Merkucio. Gdybyśmy mieli dwóch takich, tobyśmy wkrótce nie mieli żadnego, bo jeden-by drugiego zagryzł. Tyś gotów człowieka napastować za to, że ma w brodzie jeden włos mniej lub więcej od ciebie. Tyś gotów napastować człowieka za to, że piwo pije, bo w tem upatrzysz przytyk do swoich piwnych oczu, chociaż żadne inne oko, jak piwne, nie upatrzyłoby w tem przytyku. W twojej głowie tak się lęgną swary, jak bekasy w ługu, toś też nieraz za to beknął i głowę ci zmyto bez ługu. Pobiłeś raz człowieka za to, że kaszlnął na ulicy i przebudził przez to twego psa, który się wysypiał przed domem. Nie napastowałżeś raz krawca za to, że wdział na siebie nowy kaftan w dzień powszedni? kogoś innego za to, że miał stare wstążki u nowych trzewików? I ty mię chcesz moralizować za kłótliwość?
Benwolio.
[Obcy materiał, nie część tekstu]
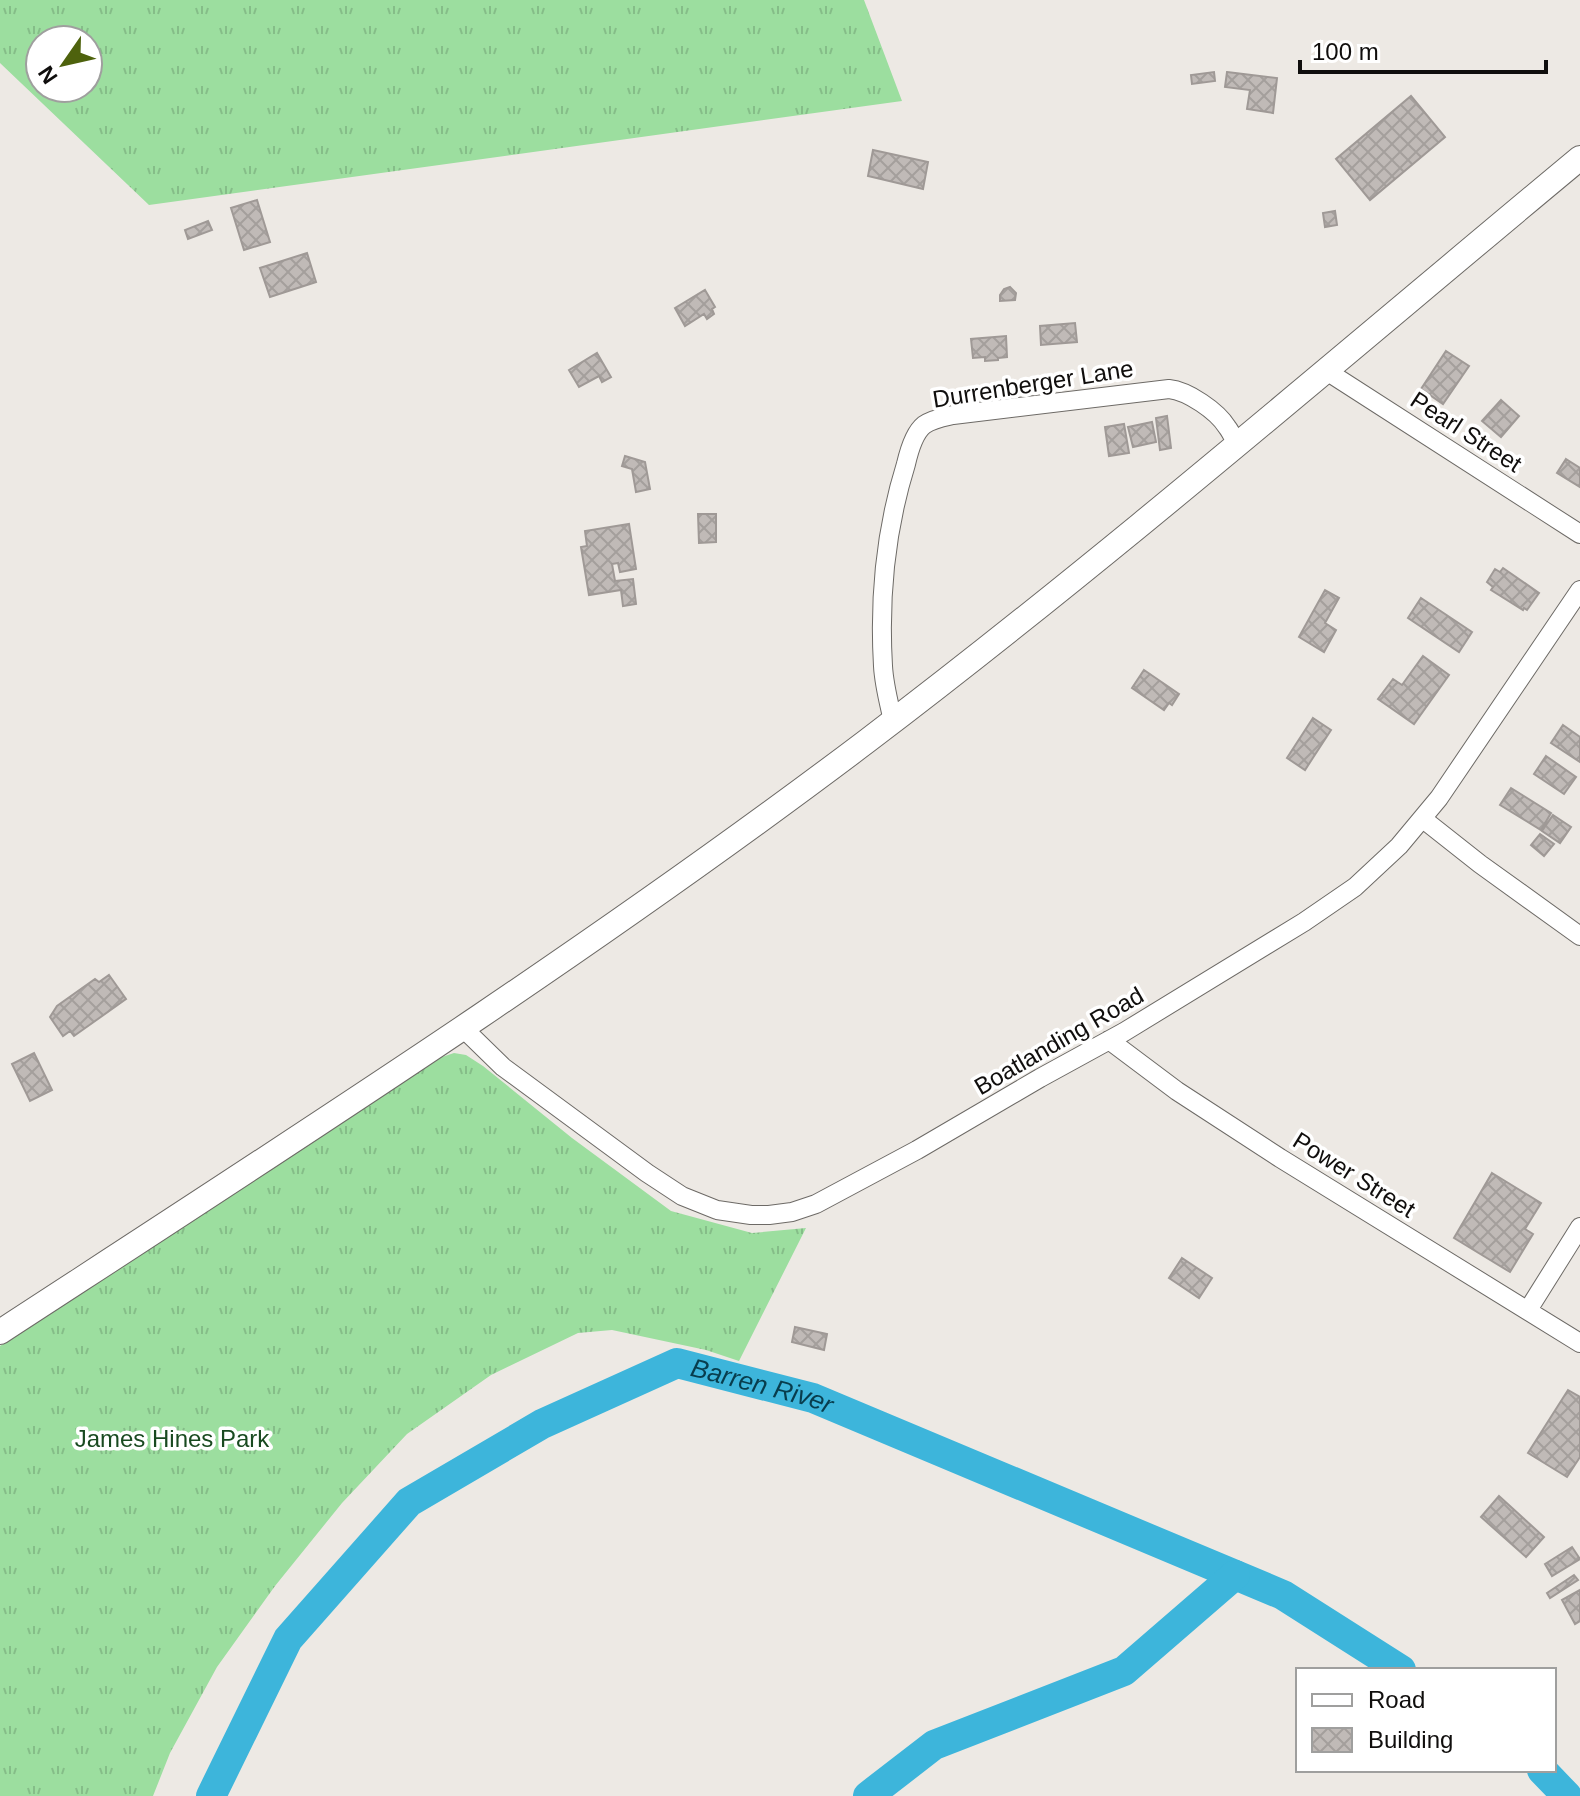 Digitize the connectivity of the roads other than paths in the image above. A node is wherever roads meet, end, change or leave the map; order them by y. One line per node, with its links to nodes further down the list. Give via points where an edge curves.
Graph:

Gdybym był tak skory do kłótni, jak ty jesteś, niktby mi życia na pięć kwadransów nie zaręczył.
Merkucio. Życie twoje przeszłoby zatem bez zaręczyn.
(Wchodzi Tybalt z poplecznikami swymi).
Benwolio. Patrz, oto idą Kapuleci.
Merkucio. Zamknij oczy! Co mi do tego!
Tybalt (do swoich). Pójdźcie tu, bo chcę z nimi się rozmówić.
(Do tamtych).
Mości panowie, słowo.
Merkucio.Słowo tylko?
I samo słowo? Połącz je z czemś drugiem,
Z pchnięciem naprzykład.
Tybalt.Znajdziesz mię ku temu
Gotowym, panie, jeśli dasz okazyę.
Merkucio. Sam ją wziąć możesz bez mego dawania.
Tybalt. Pan jesteś w dobrej harmonii z Romeem?
Merkucio. W harmonii? Maszli nas za muzykusów!
Jeśli tak, to się nie spodziewaj słyszeć
Czego innego, jeno dysonanse.
Oto mój smyczek: zaraz ci on gotów
Zagrać do tańca. Patrzaj go! w harmonii!